NEW CUMBERLAND, Pa. –
Prepared, not scared; that’s the motto for the U.S. Department of Homeland Security’s ready.gov preparedness campaign and September is preparedness month. According to the site, the purpose of preparedness month is to promote family and community disaster and emergency planning now and throughout the year.
“I don’t think you have to do anything to be specially prepared at work versus your home,” said Wayne Rhoads, installation emergency manager, Defense Logistics Agency Installation Management Susquehanna. “If you are preparing at home you are more likely to be prepared at work.”
Rhoads said that that people will only be asked to do one of four things but it is key that they know as soon as possible what actions to take.
“No matter what the event is we are going to tell people to do one of four things: shelter in their work building, evacuate their building, evacuate the instillation or we are going to close the installation,” said Rhoads. “We want people to know what protective measure we want them to take as soon as possible. That’s why people should login to AtHoc and put their information in.”
Rhoads said if you are a DLA employee, you should login to the fourth estate access and accountability system to make sure you’re registered to receive messages and for accountability in the event of an emergency. You can also search for and download the BlackBerry AtHoc mobile app in order to receive mass notification messages. Enter your work email address when you download the app—It can be on a personal or government device.
“That is a critical way to be prepared at work. Many people also like the app because, in the winter, if there is a closure, they find out right away,” said Rhoads.
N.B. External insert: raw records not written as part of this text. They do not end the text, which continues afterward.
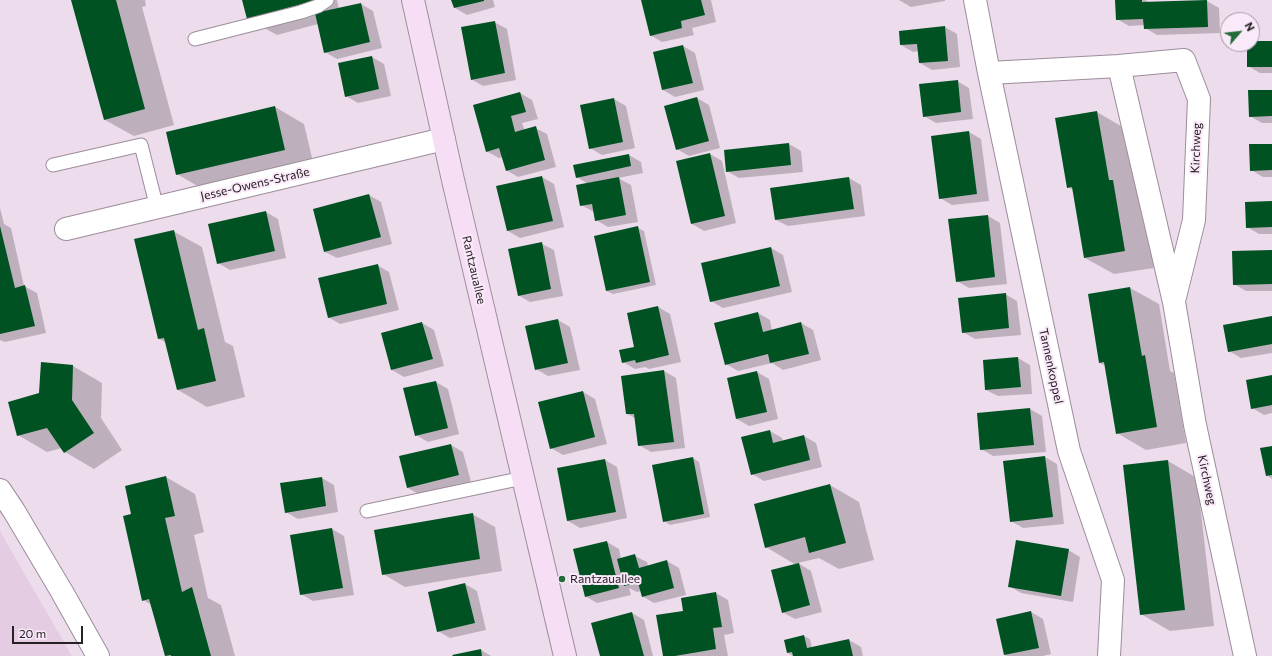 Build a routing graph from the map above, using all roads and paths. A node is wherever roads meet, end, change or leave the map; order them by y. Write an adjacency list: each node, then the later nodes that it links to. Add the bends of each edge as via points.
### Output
1 (327, 0): 4 (lane, via 301,12)
2 (413, 0): 7 (main road, Rantzauallee)
3 (975, 0): 6 (street)
4 (195, 39)
5 (1119, 66): 6 (street, Kirchweg); 11 (street, Kirchweg); 11 (street, Kirchweg, via 1184,60 1198,99 1194,220)
6 (989, 73): 17 (street, Tannenkoppel, via 1069,451 1113,580)
7 (444, 139): 9 (street, Jesse-Owens-Straße); 12 (main road, Rantzauallee)
8 (53, 166): 9 (lane, via 141,145)
9 (156, 208): 10 (street, Jesse-Owens-Straße)
10 (66, 230)
11 (1174, 302): 18 (street, Kirchweg, via 1195,425)
12 (523, 478): 14 (lane); 16 (main road, Rantzauallee)
13 (0, 490): 15 (street)
14 (367, 511)
15 (98, 656)
16 (565, 656)
17 (1109, 656)
18 (1245, 656) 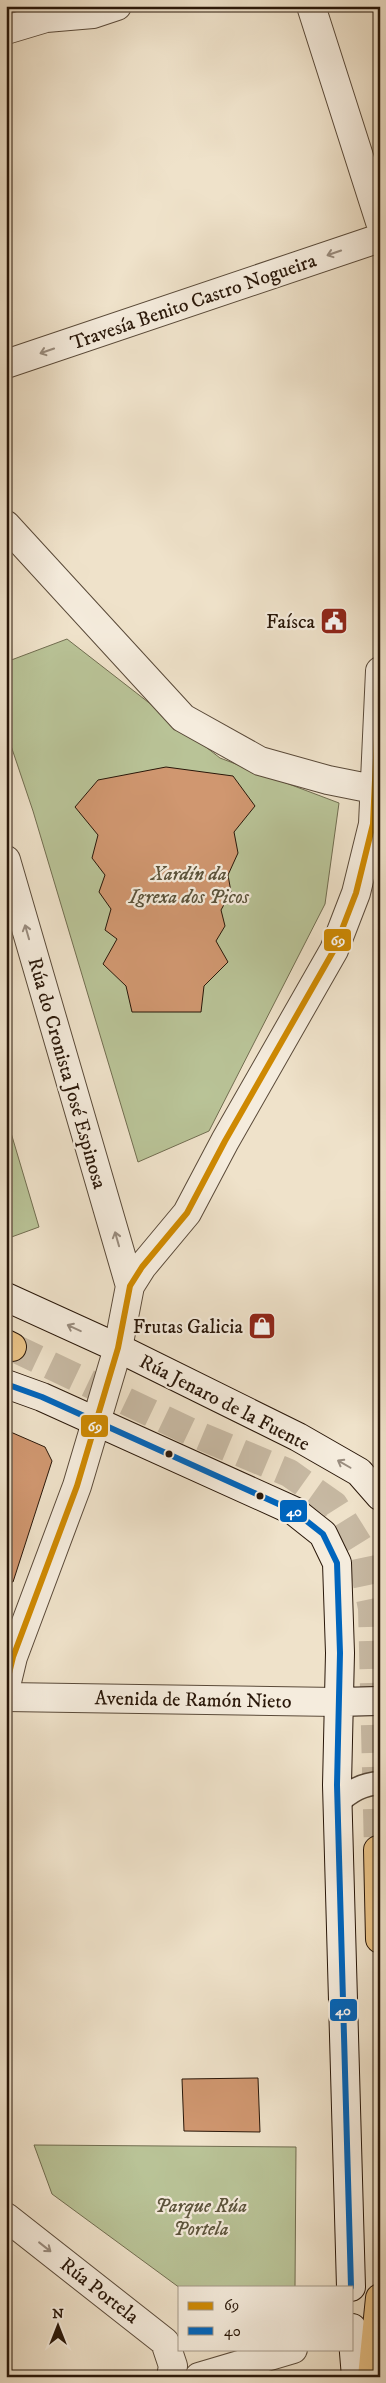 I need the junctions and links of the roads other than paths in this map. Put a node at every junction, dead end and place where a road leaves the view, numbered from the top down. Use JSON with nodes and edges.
{"nodes":[{"id":1,"x":117,"y":6,"type":"edge"},
{"id":2,"x":311,"y":6,"type":"edge"},
{"id":3,"x":6,"y":30,"type":"edge"},
{"id":4,"x":380,"y":222,"type":"edge"},
{"id":5,"x":380,"y":238,"type":"edge"},
{"id":6,"x":6,"y":364,"type":"edge"},
{"id":7,"x":6,"y":526,"type":"edge"},
{"id":8,"x":380,"y":671,"type":"edge"},
{"id":9,"x":375,"y":787,"type":"junction"},
{"id":10,"x":6,"y":860,"type":"edge"},
{"id":11,"x":130,"y":1286,"type":"junction"},
{"id":12,"x":6,"y":1296,"type":"edge"},
{"id":13,"x":118,"y":1348,"type":"junction"},
{"id":14,"x":6,"y":1384,"type":"edge"},
{"id":15,"x":95,"y":1421,"type":"junction"},
{"id":16,"x":380,"y":1496,"type":"edge"},
{"id":17,"x":6,"y":1686,"type":"edge"},
{"id":18,"x":6,"y":1697,"type":"edge"},
{"id":19,"x":380,"y":1701,"type":"edge"},
{"id":20,"x":338,"y":1702,"type":"junction"},
{"id":21,"x":380,"y":1783,"type":"edge"},
{"id":22,"x":338,"y":1803,"type":"junction"},
{"id":23,"x":378,"y":1850,"type":"dead end"},
{"id":24,"x":380,"y":1939,"type":"edge"},
{"id":25,"x":6,"y":2217,"type":"edge"},
{"id":26,"x":351,"y":2286,"type":"edge"},
{"id":27,"x":380,"y":2298,"type":"edge"},
{"id":28,"x":290,"y":2350,"type":"edge"},
{"id":29,"x":354,"y":2350,"type":"edge"},
{"id":30,"x":171,"y":2377,"type":"edge"},
{"id":31,"x":198,"y":2377,"type":"edge"},
{"id":32,"x":356,"y":2377,"type":"edge"},
{"id":33,"x":372,"y":2377,"type":"edge"}],
"edges":[{"from":1,"to":3,"type":"street"},
{"from":2,"to":4,"type":"street"},
{"from":5,"to":6,"type":"street","name":"Travesía Benito Castro Nogueira","one_way":true},
{"from":7,"to":9,"type":"street"},
{"from":8,"to":9,"type":"street"},
{"from":9,"to":11,"type":"street"},
{"from":11,"to":10,"type":"street","name":"Rúa do Cronista José Espinosa","one_way":true},
{"from":11,"to":13,"type":"street"},
{"from":13,"to":12,"type":"street","name":"Rúa Jenaro de la Fuente","one_way":true},
{"from":13,"to":15,"type":"street"},
{"from":16,"to":13,"type":"street","name":"Rúa Jenaro de la Fuente","one_way":true},
{"from":14,"to":15,"type":"street"},
{"from":15,"to":17,"type":"street"},
{"from":15,"to":20,"type":"street"},
{"from":18,"to":20,"type":"street","name":"Avenida de Ramón Nieto"},
{"from":19,"to":20,"type":"street","name":"Avenida de Ramón Nieto"},
{"from":20,"to":22,"type":"street"},
{"from":21,"to":22,"type":"lane"},
{"from":22,"to":26,"type":"street"},
{"from":23,"to":24,"type":"main road"},
{"from":25,"to":30,"type":"street","name":"Rúa Portela","one_way":true},
{"from":27,"to":33,"type":"main road"},
{"from":28,"to":31,"type":"street"},
{"from":29,"to":32,"type":"street"}]} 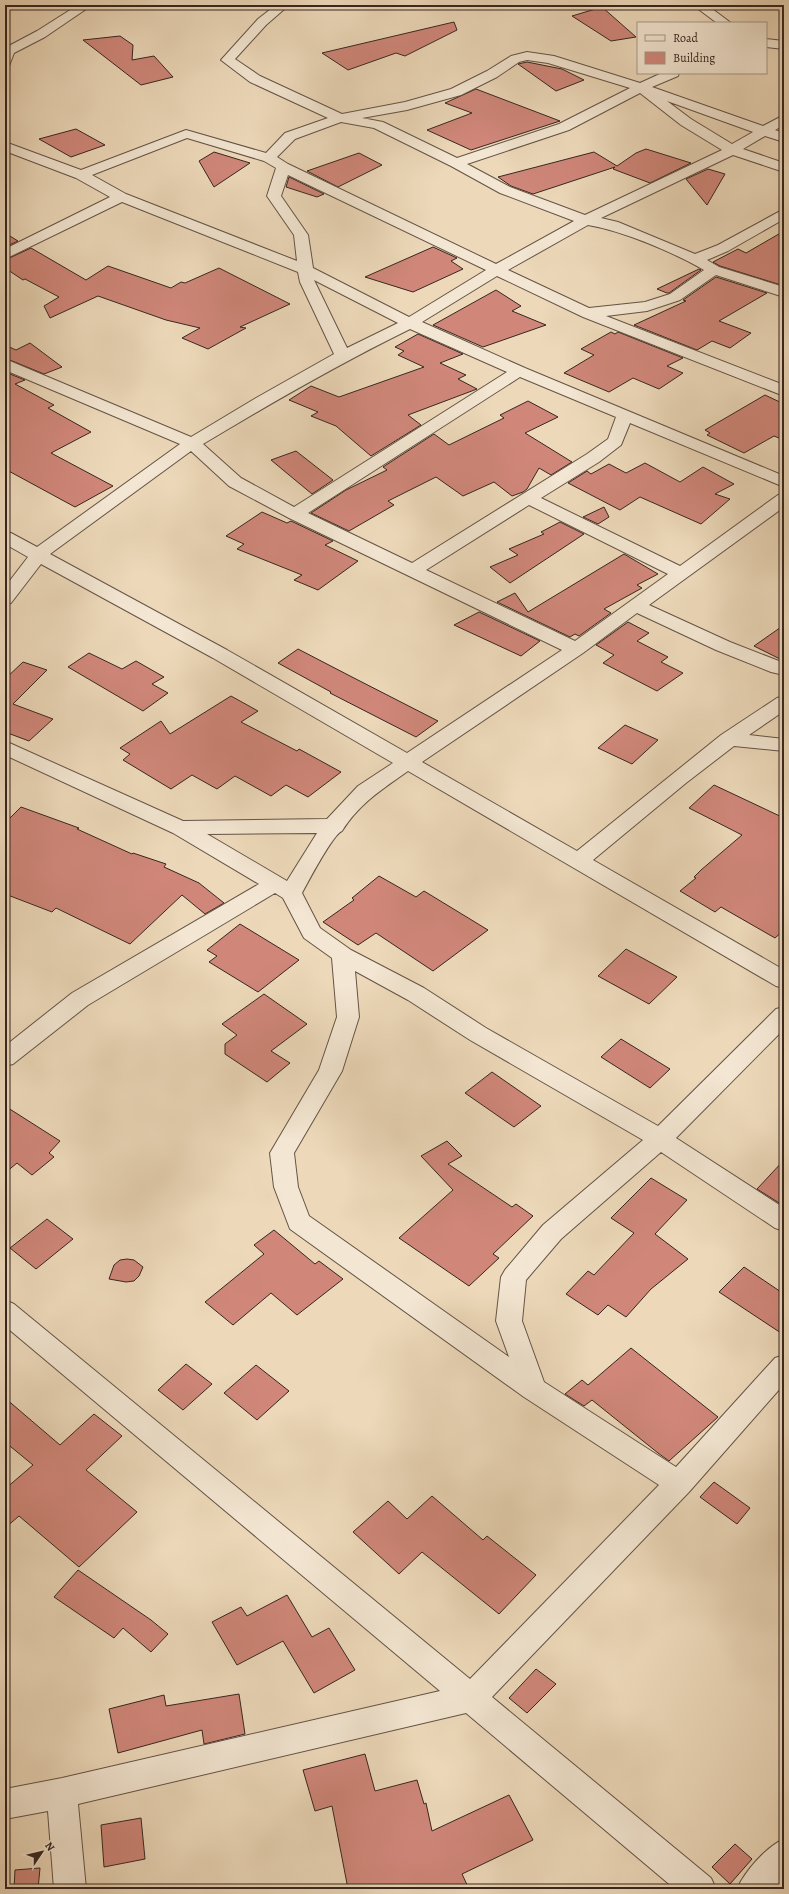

Rhoads also noted coming and going from work can be an issue in the winter. He suggested that people think preparedness when they go to the grocery store and stock up on some extra items that can be left in the car or taken into the house.
“You should have enough stuff to remain in your home for 72 hours,” said Rhoads. “A little bit of preparedness can go a long way.”
Items he recommended are canned goods, and don’t forget a can opener and bottled water. Batteries, flashlights and a radio are also handy in power outages.
“One big hazard in a winter power outage is the use of alternative heating,” said Rhoads. “Not only can it cause a fire but many people die of carbon monoxide poisoning.”
Rhoads recommends people visit the ready.gov website or a ready preparedness campaign website your state uses for more specific plans and tips local to you. You can also visit the sites below.
Personnel Accountability and Assessment Guide:
The Personnel Accountability and Assessment Guide is a tool to help managers and supervisors account for personnel and assess mission impact if a severe weather event causes damage to DLA facilities or the surrounding area. It outlines responsibilities for senior leaders, supervisors, and individual employees facing such an emergency situation. If the weather event severely impacts operations, resulting in closures and potential displacement of or impact to large numbers of personnel, DLA Distribution may initiate a full accountability requirement using the various automated systems (FEPAAS and Service PAAS systems).
Evacuation and Safe Haven Guidance:
The Evacuation and Safe Haven Guidance was developed to support personnel and their families, as well as mission continuity, in the event of a widespread natural or manmade disaster affecting a DLA duty location.